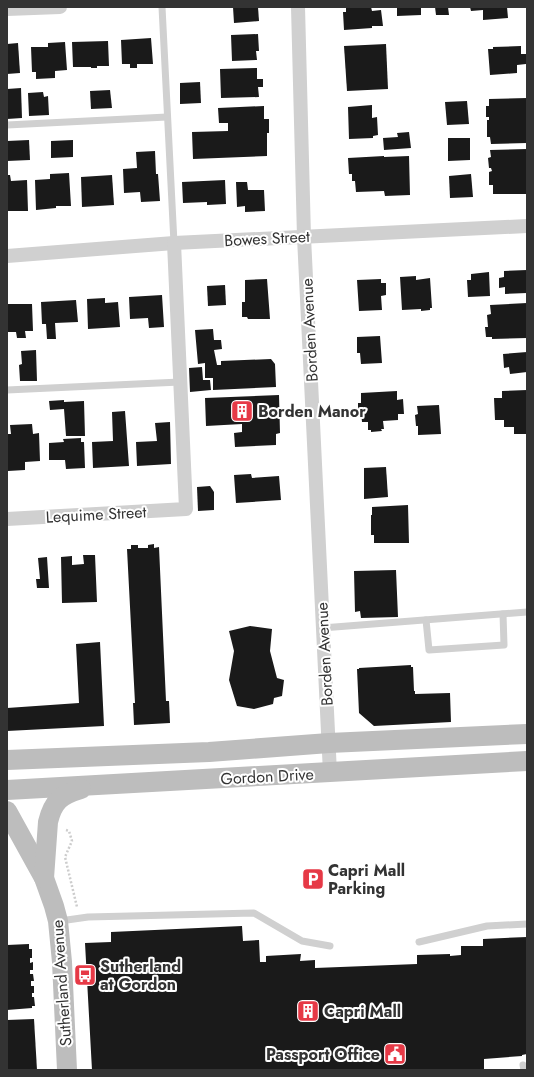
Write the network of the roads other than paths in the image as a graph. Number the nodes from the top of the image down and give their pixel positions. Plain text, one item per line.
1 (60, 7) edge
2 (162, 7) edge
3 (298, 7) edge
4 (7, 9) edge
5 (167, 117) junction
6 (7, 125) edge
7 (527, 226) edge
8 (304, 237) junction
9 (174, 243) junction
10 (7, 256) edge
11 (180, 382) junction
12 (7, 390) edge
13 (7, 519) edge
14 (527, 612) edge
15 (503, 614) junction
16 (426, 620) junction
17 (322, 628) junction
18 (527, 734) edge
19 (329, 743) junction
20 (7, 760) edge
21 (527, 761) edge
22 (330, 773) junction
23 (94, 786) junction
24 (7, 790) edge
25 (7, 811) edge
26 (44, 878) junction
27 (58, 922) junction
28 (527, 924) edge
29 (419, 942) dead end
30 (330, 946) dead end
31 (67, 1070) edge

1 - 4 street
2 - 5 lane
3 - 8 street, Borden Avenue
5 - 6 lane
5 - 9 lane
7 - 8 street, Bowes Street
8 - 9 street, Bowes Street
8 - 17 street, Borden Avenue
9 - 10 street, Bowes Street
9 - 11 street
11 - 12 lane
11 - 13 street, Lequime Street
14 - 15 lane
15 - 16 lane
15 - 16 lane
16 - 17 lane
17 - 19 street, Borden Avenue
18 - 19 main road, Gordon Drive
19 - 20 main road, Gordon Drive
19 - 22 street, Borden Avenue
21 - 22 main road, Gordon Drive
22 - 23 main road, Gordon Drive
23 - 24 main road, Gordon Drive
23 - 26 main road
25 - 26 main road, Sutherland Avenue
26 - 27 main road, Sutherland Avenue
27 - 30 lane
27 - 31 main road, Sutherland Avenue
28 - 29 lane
----
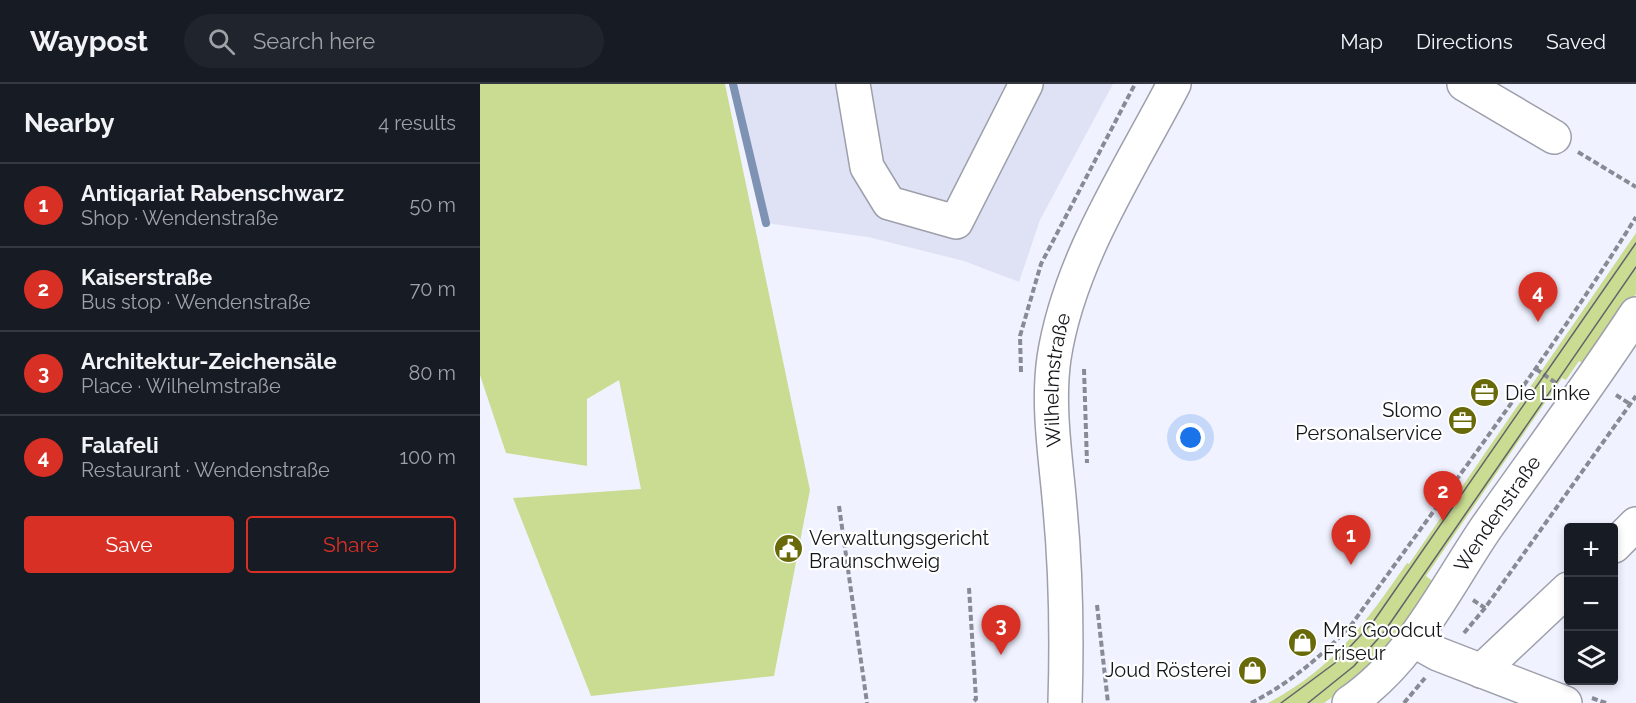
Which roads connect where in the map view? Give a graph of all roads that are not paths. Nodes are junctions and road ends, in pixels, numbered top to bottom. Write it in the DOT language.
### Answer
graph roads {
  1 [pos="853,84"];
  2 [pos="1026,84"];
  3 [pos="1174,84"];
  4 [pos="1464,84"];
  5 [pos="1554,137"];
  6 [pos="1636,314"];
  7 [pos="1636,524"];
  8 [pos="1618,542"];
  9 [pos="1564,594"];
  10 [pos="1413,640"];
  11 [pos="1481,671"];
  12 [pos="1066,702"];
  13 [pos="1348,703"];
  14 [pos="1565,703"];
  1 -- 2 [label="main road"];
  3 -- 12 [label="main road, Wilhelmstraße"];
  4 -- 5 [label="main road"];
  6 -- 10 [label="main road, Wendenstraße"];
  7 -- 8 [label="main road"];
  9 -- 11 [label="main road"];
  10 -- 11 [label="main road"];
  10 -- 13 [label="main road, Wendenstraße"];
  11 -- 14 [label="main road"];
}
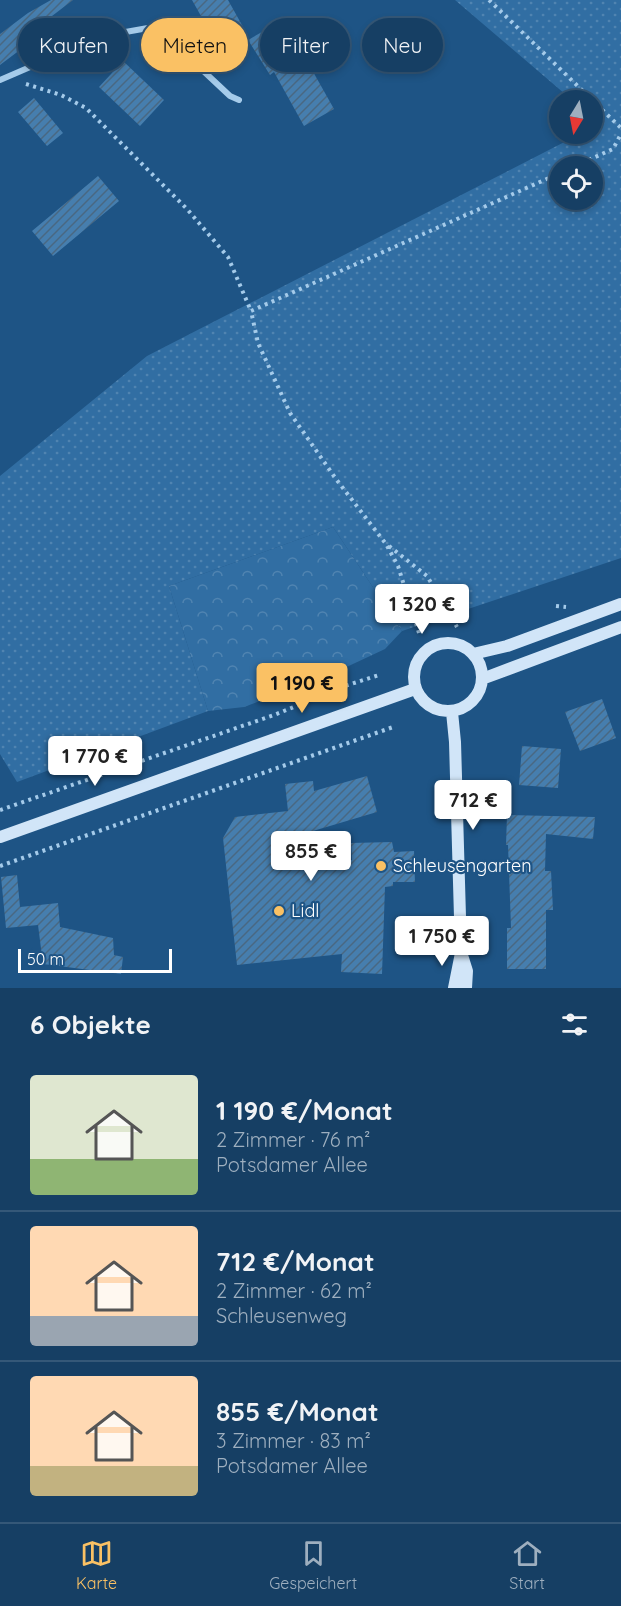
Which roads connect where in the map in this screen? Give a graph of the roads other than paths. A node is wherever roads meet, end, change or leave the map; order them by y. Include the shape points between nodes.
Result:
----
Copy out the lines above with "where" in them.

Which roads connect where in the map view? Give a graph of all roads that are not paths. Nodes are junctions and road ends, in pixels, numbered top to bottom. Write it in the DOT language.
Which roads connect where in the map in this screen? Give a graph of the roads other than paths. A node is wherever roads meet, end, change or leave the map; order them by y. Include the shape points between nodes.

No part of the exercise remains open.